Harnessing Artificial Intelligence and Remote Sensing for Large-Scale Marine Habitat Monitoring and Conservation
DOI:
https://doi.org/10.70102/AEJ.2025.17.3.32Keywords:
Remote sensing, Artificial Intelligence, Marine habitat monitoring, Conservation, Habitat mapping, Satellite imagery.Abstract
Human activities and climate change are posing a growing threat to marine eco systems, which makes it necessary to have an effective and big scale monitoring solution. Field-based surveys particularly traditional ones are useful, but may be restricted by cost, time and space. This paper suggests a new method to address these restrictions using remote sensing tools and artificial intelligence (AI) to scale-up monitoring of marine ecosystems. With satellite, aerial and drone photography, machine learning (ML) and deep learning algorithms, we categorize marine habitat types, identify environmental alterations and the threats to conservation.
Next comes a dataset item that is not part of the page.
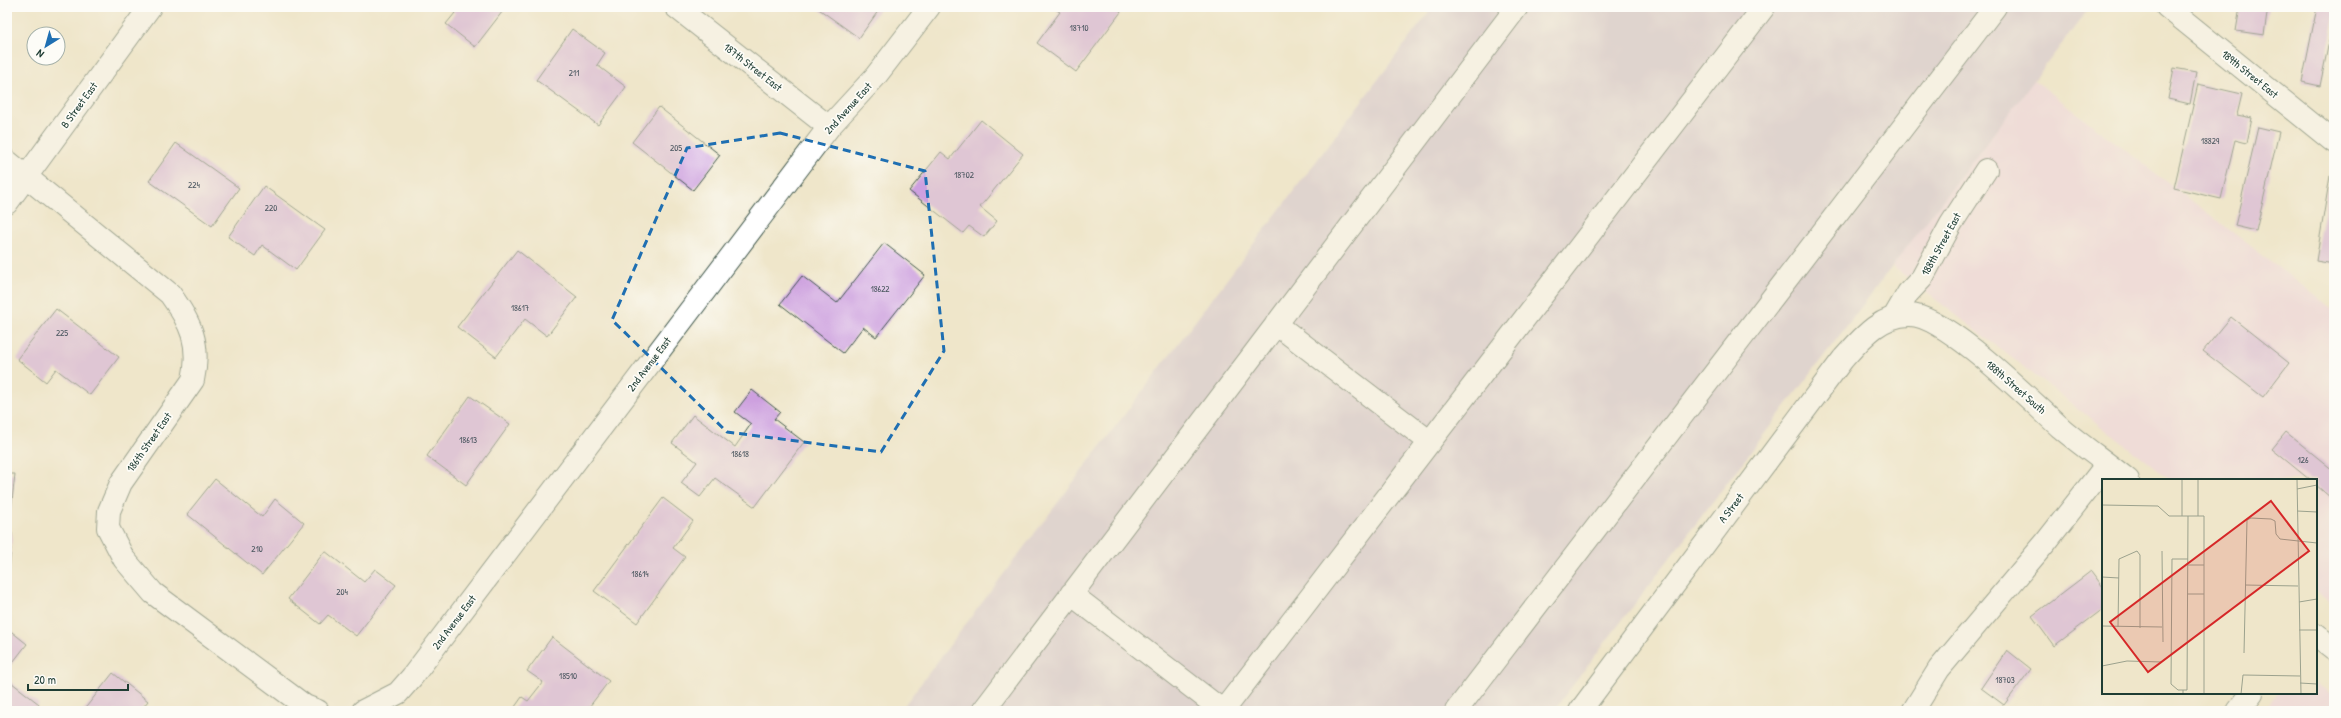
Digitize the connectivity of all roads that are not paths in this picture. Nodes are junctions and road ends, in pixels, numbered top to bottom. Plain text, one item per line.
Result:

The multispectral and hyperspectral imagery data collected using remote sensing can cover coastal and marine ecosystems in a comprehensive way, whereas AI-based methods enable automated data analysis, which can be used to map the habitat efficiently and detect changes in time. Field data, such as in-situ survey and ground-truting of the habitat maps, are used to validate the derived habitat maps and to identify the environmental change. The findings demonstrate good classification capabilities, whereby AI-based models correctly classify habitat types and detect avoidable environmental variations, including coral reef degradation and habitat loss. The results demonstrate the possibilities of this combined method in the case of large-scale marine habitat monitoring, which is a cost-effective and scalable instrument of conservation management. This will assist in the proactive conservation policy, improve policy-making, and present practical knowledge on sustainable marine resource management.